**Exercise data**

════════

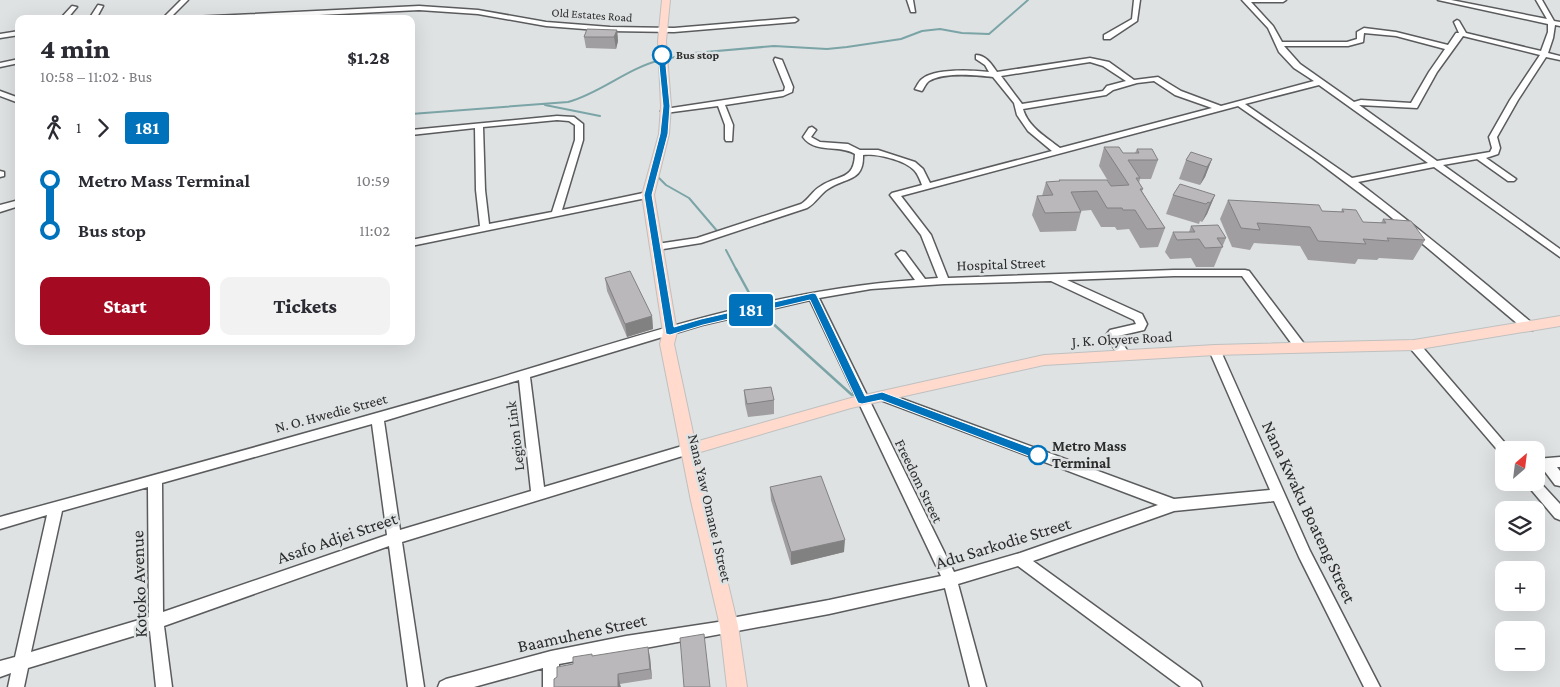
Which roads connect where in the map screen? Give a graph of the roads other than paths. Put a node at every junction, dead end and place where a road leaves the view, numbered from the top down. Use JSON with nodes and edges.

════════

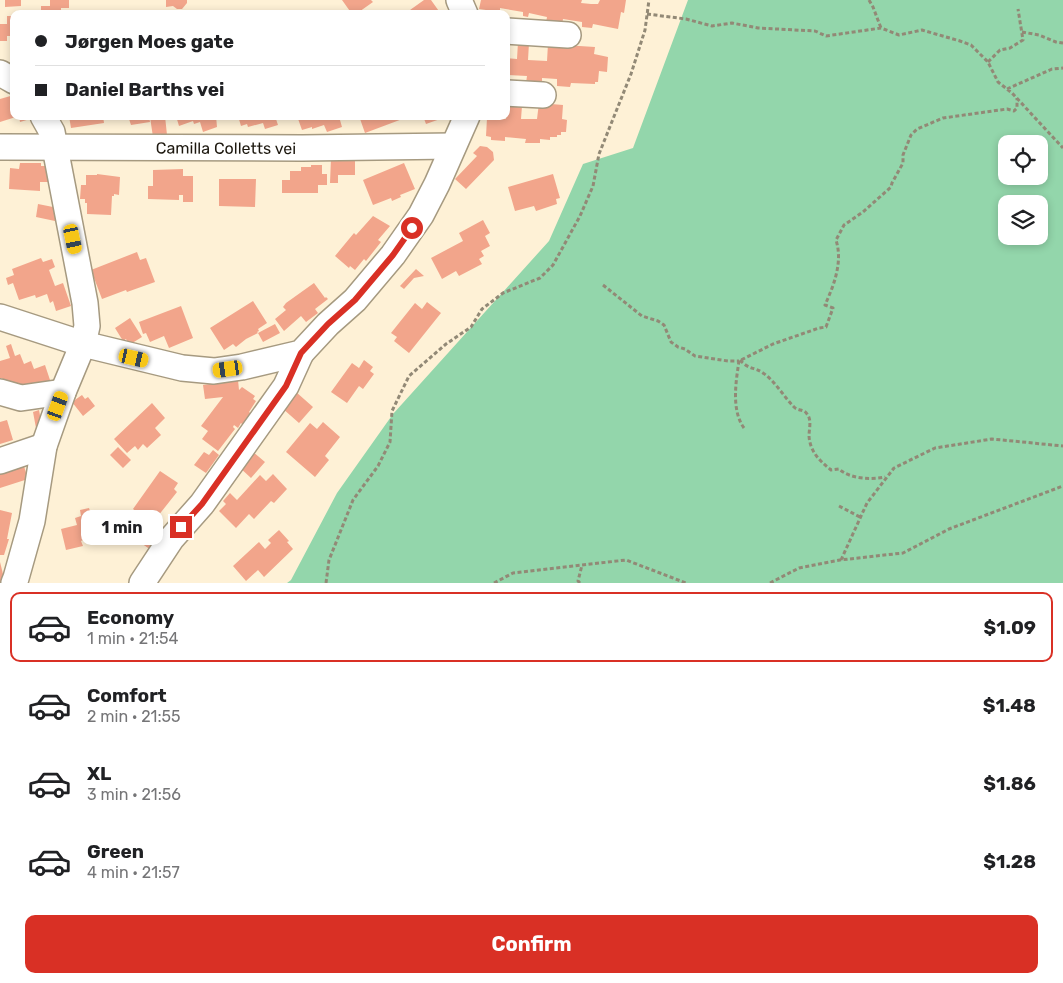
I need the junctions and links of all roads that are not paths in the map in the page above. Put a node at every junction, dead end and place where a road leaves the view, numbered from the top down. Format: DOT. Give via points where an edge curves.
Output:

════════

**Task objective**
Pull out every line of the entries that includes the word "paths".

**Expected answer**
Which roads connect where in the map screen? Give a graph of the roads other than paths. Put a node at every junction, dead end and place where a road leaves the view, numbered from the top down. Use JSON with nodes and edges.
I need the junctions and links of all roads that are not paths in the map in the page above. Put a node at every junction, dead end and place where a road leaves the view, numbered from the top down. Format: DOT. Give via points where an edge curves.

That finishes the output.